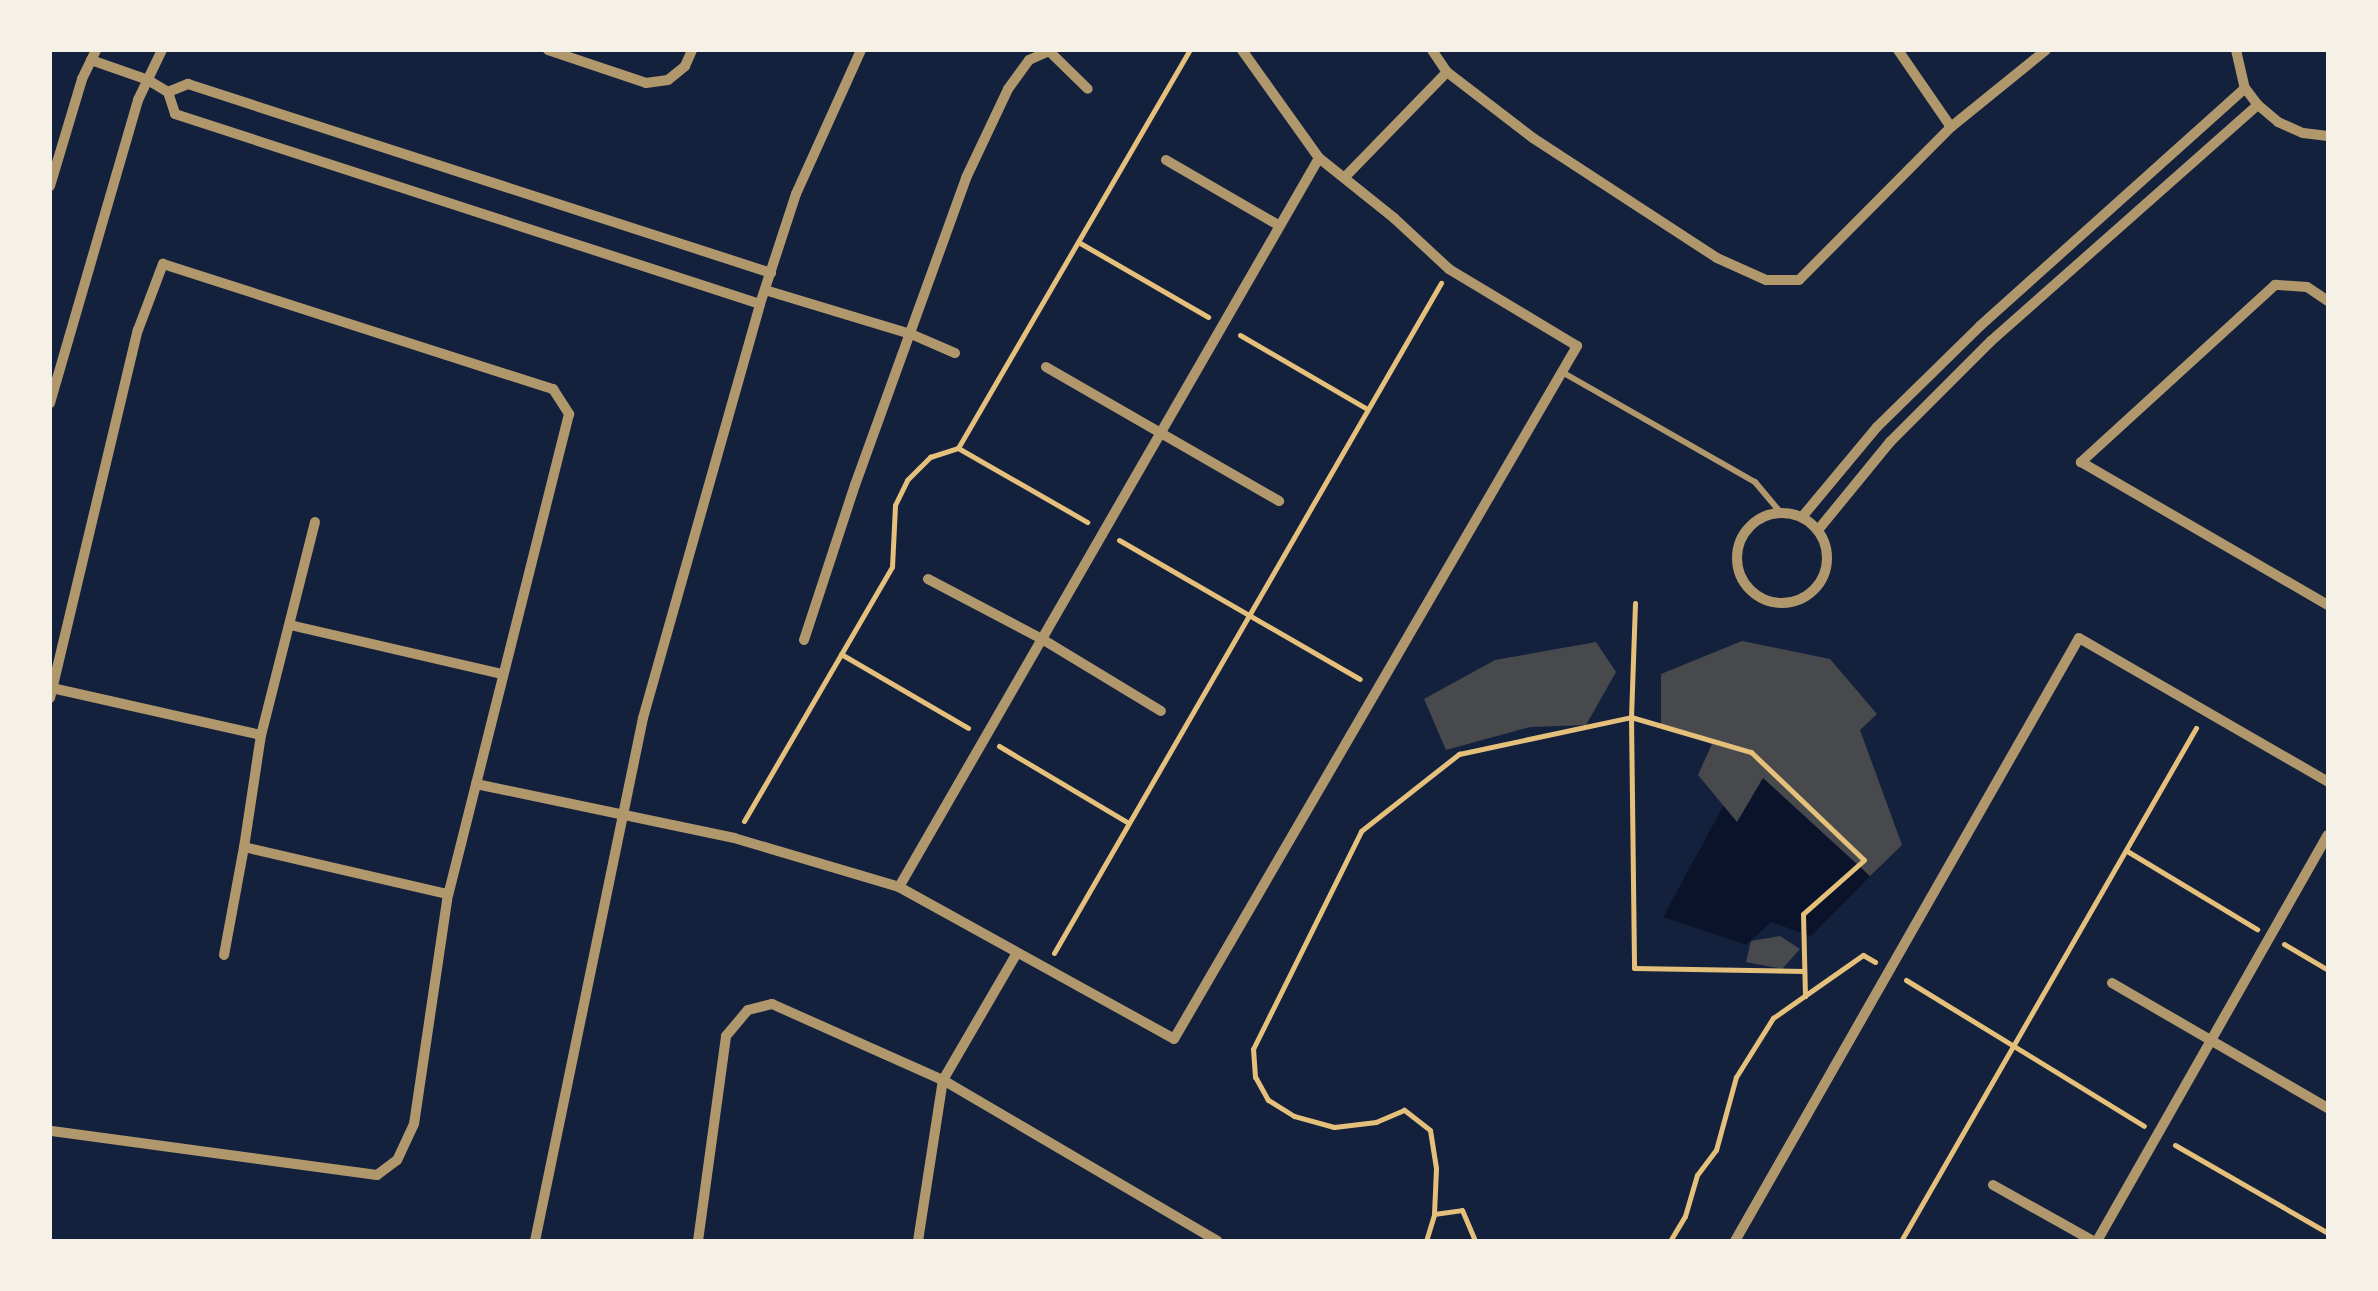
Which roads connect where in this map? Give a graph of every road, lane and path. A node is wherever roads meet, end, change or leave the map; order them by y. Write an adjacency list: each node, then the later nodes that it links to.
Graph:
1 (162, 50): 13 (street)
2 (548, 50): 3 (street)
3 (692, 50)
4 (861, 50): 26 (street)
5 (1190, 50): 36 (path)
6 (1242, 50): 20 (street)
7 (1432, 50): 12 (street)
8 (1898, 50): 18 (street)
9 (2046, 50): 18 (street)
10 (2236, 50): 14 (street)
11 (94, 55): 13 (street); 23 (street)
12 (1447, 72): 18 (street); 22 (street)
13 (148, 80): 16 (street); 34 (street)
14 (2246, 88): 17 (street); 39 (street)
15 (1088, 90): 30 (street)
16 (168, 92): 26 (street); 29 (street)
17 (2258, 105): 19 (street); 41 (street)
18 (1951, 127)
19 (2328, 136)
20 (1320, 158): 22 (street); 24 (street)
21 (1166, 160): 24 (street)
22 (1345, 177): 25 (street)
23 (50, 186)
24 (1278, 225): 35 (street)
25 (1448, 269): 33 (street); 46 (path)
26 (771, 274): 27 (street)
27 (765, 290): 29 (street); 30 (street)
28 (2328, 302): 45 (street)
29 (760, 304): 59 (street)
30 (910, 334): 31 (street); 49 (street)
31 (956, 353)
32 (1046, 367): 35 (street)
33 (1562, 372): 38 (lane); 51 (street)
34 (50, 403)
35 (1161, 434): 37 (street); 42 (street)
36 (958, 448): 42 (path); 61 (path)
37 (1279, 501)
38 (1780, 512): 39 (street); 41 (street)
39 (1802, 517): 41 (street)
40 (315, 522): 47 (street)
41 (1818, 530)
42 (1104, 532): 46 (path); 48 (street)
43 (928, 579): 48 (street)
44 (1634, 604): 55 (path)
45 (2328, 605)
46 (1248, 612): 51 (path); 69 (path)
47 (290, 625): 50 (street); 56 (street)
48 (1042, 639): 53 (street); 64 (street)
49 (804, 640)
50 (502, 674): 52 (street); 58 (street)
51 (1376, 688): 69 (street)
52 (51, 693): 56 (street)
53 (1161, 711)
54 (2205, 711): 57 (street); 63 (path); 70 (street)
55 (1631, 717): 72 (path); 72 (path); 82 (path)
56 (261, 735): 62 (street)
57 (2328, 782)
58 (476, 784): 59 (street); 65 (street)
59 (620, 815): 61 (street); 84 (street)
60 (2328, 835): 66 (street)
61 (734, 838): 64 (street)
62 (244, 847): 65 (street); 68 (street)
63 (2127, 851): 66 (path); 76 (path)
64 (899, 887): 67 (street)
65 (448, 894): 79 (street)
66 (2270, 936): 71 (path); 75 (street)
67 (1017, 953): 69 (street); 77 (street)
68 (224, 956)
69 (1046, 969)
70 (1890, 970): 74 (path); 76 (path); 91 (street)
71 (2328, 970)
72 (1804, 971): 74 (path)
73 (2112, 983): 75 (street)
74 (1804, 996): 90 (path)
75 (2210, 1037): 78 (street); 80 (street)
76 (2014, 1046): 80 (path); 92 (path)
77 (944, 1080): 85 (street); 86 (street); 87 (street)
78 (2328, 1108)
79 (50, 1131)
80 (2156, 1134): 83 (path); 93 (street)
81 (1993, 1185): 93 (street)
82 (1434, 1214): 88 (path); 89 (path)
83 (2328, 1234)
84 (535, 1241)
85 (698, 1241)
86 (918, 1241)
87 (1217, 1241)
88 (1426, 1241)
89 (1475, 1241)
90 (1670, 1241)
91 (1734, 1241)
92 (1901, 1241)
93 (2095, 1241)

--

> ABOUT THIS EXERCISE: Your answer should be all lines from the data that contain "lane".

> OUTPUT BELOW:
Which roads connect where in this map? Give a graph of every road, lane and path. A node is wherever roads meet, end, change or leave the map; order them by y. Write an adjacency list: each node, then the later nodes that it links to.
33 (1562, 372): 38 (lane); 51 (street)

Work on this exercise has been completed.